Amados Arcebispos que, hoje, recebestes o pálio! Este é o sinal que representa a ovelha que o pastor carrega aos seus ombros como Cristo, Bom Pastor, sendo, pois, símbolo da vossa tarefa pastoral; é “sinal litúrgico da comunhão que une a Sé de Pedro e o seu Sucessor aos Metropolitas e, através deles, aos outros Bispos do mundo” (Bento XVI, Angelus, 29 de Junho de 2005).

Hoje, com o pálio, quero confiar-vos este apelo à oração, à fé e ao testemunho.

A Igreja quer-vos homens de oração, mestres de oração: que ensinam ao povo que o Senhor vos confiou que a libertação de todas as prisões é apenas obra de Deus e fruto da oração; que Deus, no momento oportuno, envia o seu anjo para nos salvar das muitas escravidões e das inúmeras cadeias mundanas. E sede vós também, para os mais necessitados, anjos e mensageiros da caridade!

A Igreja quer-vos homens de fé, mestres de fé: que ensinem os fiéis a não terem medo de tantos Herodes que afligem com perseguições, com cruzes de todo o gênero. Nenhum Herodes é capaz de apagar a luz da esperança, da fé e da caridade daquele que crê em Cristo!

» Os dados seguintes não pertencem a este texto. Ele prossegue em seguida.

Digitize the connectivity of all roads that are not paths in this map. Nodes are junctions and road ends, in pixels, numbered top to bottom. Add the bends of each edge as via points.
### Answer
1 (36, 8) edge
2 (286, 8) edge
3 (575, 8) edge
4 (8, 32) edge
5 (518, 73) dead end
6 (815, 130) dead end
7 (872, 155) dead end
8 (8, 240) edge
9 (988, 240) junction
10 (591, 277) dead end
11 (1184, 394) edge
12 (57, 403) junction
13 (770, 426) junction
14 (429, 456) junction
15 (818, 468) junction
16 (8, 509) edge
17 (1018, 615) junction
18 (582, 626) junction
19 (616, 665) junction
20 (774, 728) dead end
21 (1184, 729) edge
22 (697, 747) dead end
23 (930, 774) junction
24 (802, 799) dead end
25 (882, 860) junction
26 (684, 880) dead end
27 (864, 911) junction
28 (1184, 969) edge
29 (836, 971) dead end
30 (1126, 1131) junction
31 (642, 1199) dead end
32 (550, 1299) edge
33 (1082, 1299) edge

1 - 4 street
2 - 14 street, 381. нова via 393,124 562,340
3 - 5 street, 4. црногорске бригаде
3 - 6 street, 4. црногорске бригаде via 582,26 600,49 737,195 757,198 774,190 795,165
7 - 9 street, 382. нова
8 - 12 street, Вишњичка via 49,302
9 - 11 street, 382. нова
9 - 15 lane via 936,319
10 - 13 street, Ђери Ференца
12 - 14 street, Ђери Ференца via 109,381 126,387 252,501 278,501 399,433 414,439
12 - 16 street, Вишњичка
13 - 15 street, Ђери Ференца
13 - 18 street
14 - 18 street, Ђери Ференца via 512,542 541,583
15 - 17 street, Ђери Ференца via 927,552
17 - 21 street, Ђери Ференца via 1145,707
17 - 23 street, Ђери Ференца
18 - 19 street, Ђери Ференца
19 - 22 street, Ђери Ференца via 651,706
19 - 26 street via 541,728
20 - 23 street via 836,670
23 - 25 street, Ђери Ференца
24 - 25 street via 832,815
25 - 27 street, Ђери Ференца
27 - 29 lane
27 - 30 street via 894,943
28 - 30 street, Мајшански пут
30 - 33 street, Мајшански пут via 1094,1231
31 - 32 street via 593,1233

A Igreja quer-vos homens de testemunho, como dizia são Francisco aos seus frades: “Pregai sempre o Evangelho e, se for necessário, também com palavras!” (cf. Fontes Franciscanas, 43). Não há testemunho sem uma vida coerente! Hoje sente-se necessidade não tanto de mestres, mas de testemunhas corajosas, convictas e convincentes; testemunhas que não se envergonham do Nome de Cristo e da sua Cruz, nem diante dos leões que rugem nem perante as potências deste mundo. Seguindo o exemplo de Pedro e Paulo e de muitas outras testemunhas ao longo de toda a história da Igreja; testemunhas que, embora pertencendo a diferentes confissões cristãs, contribuíram para manifestar e fazer crescer o único Corpo de Cristo. Apraz-me sublinhá-lo na presença - sempre muito grata - da Delegação do Patriarcado Ecumênico de Constantinopla, enviada pelo querido irmão Bartolomeu I.

O motivo é muito simples: o testemunho mais eficaz e mais autêntico é aquele que não contradiz, com o comportamento e a vida, aquilo que se prega com a palavra e aquilo que se ensina aos outros!

Prezados irmãos, ensinai a oração, orando; anunciai a fé, acreditando; dai testemunho, vivendo!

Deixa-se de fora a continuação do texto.